French legal scholar

Georges Hilaire Bousquet (March 3, 1845 – January 15, 1937) was a French legal scholar who contributed to the development of the legal codes of the Empire of Japan.

==Biography==
Bousquet was born in the 16th arrondissement of Paris, France. He was a graduate of the University of Paris and was working as a lawyer for the Court of Appeals in Paris when approached by Samejima Naonobu, a Japanese diplomat recruiting foreign advisors for the government of Meiji period Japan on December 24, 1871. Bousquet sailed from the port of Marseille on February 16, 1872. Aged only 26 at the time, Bousquet was assigned to work with fellow Frenchman Gustave Emile Boissonade for four years. He assisted in translation of the Napoleonic Code in the Japanese language, and in drafting much of Japan's civil code.

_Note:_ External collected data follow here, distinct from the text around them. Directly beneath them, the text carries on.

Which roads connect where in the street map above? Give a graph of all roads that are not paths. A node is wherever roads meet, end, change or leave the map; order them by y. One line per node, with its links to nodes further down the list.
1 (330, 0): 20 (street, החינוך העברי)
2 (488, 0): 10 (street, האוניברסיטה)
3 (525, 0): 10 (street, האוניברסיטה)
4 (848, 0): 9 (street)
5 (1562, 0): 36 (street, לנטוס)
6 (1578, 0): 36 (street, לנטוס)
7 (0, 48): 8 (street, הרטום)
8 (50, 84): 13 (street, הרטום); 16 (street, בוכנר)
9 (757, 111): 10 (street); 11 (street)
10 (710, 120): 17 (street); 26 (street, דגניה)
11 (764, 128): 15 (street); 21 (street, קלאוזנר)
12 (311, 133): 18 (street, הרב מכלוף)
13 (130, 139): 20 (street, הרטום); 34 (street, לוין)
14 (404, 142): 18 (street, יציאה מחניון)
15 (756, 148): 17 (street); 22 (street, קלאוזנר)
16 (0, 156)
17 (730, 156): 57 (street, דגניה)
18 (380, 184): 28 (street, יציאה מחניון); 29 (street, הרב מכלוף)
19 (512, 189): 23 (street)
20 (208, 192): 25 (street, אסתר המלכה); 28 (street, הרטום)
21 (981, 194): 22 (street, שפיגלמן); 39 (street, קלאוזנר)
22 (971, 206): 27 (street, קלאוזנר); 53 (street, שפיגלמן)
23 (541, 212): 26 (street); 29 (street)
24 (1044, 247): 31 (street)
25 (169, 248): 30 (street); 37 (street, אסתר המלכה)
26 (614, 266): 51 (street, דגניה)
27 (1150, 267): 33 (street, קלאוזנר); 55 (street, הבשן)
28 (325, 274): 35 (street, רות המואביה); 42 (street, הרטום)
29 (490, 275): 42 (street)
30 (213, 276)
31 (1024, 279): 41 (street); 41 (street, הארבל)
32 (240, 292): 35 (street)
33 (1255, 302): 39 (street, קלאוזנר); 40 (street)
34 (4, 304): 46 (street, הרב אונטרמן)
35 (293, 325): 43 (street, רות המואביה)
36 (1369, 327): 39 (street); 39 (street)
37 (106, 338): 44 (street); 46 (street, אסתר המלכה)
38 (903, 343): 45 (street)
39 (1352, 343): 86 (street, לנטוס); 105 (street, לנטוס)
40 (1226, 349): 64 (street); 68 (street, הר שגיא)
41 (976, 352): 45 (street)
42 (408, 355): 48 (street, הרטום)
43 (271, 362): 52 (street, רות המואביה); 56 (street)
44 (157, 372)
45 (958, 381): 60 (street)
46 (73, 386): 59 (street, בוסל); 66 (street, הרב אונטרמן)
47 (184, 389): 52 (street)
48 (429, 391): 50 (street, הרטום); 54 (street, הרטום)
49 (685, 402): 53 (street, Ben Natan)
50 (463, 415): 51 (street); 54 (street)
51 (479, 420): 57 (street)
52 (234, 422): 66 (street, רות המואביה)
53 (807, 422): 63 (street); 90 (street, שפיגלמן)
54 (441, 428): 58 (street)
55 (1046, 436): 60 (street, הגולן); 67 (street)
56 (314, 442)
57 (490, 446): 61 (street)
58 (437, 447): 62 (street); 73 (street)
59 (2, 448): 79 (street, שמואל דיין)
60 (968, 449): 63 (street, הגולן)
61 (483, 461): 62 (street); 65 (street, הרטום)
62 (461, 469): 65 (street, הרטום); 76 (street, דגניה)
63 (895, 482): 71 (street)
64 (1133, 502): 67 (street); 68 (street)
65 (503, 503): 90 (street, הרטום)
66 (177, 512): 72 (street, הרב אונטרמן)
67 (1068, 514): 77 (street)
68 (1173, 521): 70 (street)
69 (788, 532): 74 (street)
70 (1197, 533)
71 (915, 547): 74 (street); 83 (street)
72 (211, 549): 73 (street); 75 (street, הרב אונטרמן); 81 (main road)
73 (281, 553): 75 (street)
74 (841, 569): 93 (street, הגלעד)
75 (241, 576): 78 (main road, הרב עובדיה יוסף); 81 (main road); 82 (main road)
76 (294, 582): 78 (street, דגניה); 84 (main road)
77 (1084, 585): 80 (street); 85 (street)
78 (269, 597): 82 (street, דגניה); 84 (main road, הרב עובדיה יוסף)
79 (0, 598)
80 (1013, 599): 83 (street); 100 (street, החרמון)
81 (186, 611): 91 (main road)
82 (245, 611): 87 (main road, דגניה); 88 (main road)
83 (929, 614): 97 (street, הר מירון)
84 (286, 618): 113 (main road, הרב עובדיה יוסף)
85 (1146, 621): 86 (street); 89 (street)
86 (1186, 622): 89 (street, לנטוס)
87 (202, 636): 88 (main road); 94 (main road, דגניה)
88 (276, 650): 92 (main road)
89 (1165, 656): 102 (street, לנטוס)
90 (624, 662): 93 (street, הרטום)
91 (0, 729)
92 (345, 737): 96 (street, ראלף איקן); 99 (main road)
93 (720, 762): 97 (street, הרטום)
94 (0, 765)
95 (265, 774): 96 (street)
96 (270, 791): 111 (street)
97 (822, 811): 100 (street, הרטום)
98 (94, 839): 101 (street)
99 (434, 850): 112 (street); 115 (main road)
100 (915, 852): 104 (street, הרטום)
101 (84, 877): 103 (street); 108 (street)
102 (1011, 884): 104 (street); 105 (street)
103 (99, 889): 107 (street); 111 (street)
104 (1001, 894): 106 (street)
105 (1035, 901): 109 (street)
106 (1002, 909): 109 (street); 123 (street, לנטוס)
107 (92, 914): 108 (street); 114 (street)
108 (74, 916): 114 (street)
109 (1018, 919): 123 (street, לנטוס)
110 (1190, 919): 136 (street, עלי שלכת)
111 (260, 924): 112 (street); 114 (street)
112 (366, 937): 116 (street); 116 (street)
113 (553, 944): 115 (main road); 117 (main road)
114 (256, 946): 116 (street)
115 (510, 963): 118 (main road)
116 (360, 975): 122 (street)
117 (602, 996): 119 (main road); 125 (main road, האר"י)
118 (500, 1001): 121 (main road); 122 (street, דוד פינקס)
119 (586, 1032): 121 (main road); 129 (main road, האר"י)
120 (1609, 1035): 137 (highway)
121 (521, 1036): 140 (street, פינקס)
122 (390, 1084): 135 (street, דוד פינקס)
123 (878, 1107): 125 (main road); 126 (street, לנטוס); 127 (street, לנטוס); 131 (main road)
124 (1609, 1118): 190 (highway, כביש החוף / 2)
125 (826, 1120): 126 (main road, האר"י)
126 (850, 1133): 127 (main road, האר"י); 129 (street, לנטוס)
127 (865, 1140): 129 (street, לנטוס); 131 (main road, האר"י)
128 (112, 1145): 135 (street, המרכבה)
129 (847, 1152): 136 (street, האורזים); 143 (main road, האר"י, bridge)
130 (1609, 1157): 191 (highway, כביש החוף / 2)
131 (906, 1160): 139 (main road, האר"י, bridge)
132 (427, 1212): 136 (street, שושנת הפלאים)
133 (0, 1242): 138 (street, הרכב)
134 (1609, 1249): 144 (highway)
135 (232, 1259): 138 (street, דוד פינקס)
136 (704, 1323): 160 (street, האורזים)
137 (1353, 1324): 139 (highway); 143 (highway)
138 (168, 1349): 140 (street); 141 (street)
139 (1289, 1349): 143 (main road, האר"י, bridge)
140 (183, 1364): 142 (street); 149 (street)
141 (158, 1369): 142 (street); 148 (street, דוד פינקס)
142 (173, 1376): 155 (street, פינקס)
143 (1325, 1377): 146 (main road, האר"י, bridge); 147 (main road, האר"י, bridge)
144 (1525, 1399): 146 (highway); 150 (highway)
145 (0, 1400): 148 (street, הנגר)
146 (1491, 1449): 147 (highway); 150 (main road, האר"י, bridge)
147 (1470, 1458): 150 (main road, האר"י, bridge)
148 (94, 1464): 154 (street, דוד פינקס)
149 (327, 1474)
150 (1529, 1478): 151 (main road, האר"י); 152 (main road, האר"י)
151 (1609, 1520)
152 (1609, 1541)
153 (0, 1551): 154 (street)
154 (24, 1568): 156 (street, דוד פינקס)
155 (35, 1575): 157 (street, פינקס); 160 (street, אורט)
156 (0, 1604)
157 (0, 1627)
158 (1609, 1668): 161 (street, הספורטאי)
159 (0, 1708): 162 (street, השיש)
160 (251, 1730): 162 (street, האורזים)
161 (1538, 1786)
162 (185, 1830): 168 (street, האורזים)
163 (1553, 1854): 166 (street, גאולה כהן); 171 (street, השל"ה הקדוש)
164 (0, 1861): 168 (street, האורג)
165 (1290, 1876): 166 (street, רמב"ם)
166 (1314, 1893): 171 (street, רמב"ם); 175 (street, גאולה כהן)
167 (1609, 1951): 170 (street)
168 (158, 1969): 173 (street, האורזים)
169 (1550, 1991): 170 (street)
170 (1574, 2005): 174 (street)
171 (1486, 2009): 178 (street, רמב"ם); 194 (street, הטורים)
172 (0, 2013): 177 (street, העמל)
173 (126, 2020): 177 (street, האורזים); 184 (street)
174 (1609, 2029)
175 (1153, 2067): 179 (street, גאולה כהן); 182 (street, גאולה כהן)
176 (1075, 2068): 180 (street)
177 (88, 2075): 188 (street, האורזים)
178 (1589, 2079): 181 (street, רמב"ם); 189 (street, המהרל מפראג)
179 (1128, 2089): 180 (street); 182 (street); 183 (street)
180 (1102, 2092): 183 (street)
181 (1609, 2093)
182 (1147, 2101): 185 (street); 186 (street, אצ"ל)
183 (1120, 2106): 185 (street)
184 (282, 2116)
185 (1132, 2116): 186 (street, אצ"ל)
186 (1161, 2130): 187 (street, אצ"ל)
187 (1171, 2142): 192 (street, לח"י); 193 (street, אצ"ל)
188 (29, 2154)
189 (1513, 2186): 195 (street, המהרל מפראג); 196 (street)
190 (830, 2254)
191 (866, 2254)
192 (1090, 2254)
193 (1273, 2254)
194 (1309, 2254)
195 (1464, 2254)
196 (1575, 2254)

Bousquet also taught at the Meihoryo (Law School of the Ministry of Justice).

After his return to France, he resumed his legal career, rising to the post of Deputy Director of Criminal Justice in France, and was subsequently elected to the Council of State in July 1879. In January 1898, he became Director of the Customs Department under the French Ministry of Finance, and is noted for having reduced import taxes on Japanese sake into France. He was awarded the Order of the Rising Sun (2nd class) in October of the same year.

Bousquet also wrote a book Le Japon de Nos Jours et les Echelles de l'Extreme Orient: Ouvrage Contenant Trois Cartes in 1877, describing his time in Japan. The work is notable as perhaps the first European attempt to describe the contents of The Tale of Genji, which would later be regarded as a classic of world literature, although Bousquet confused it with The Tale of the Heike.

He died in Paris in 1937, and his grave is at the Montmartre Cemetery.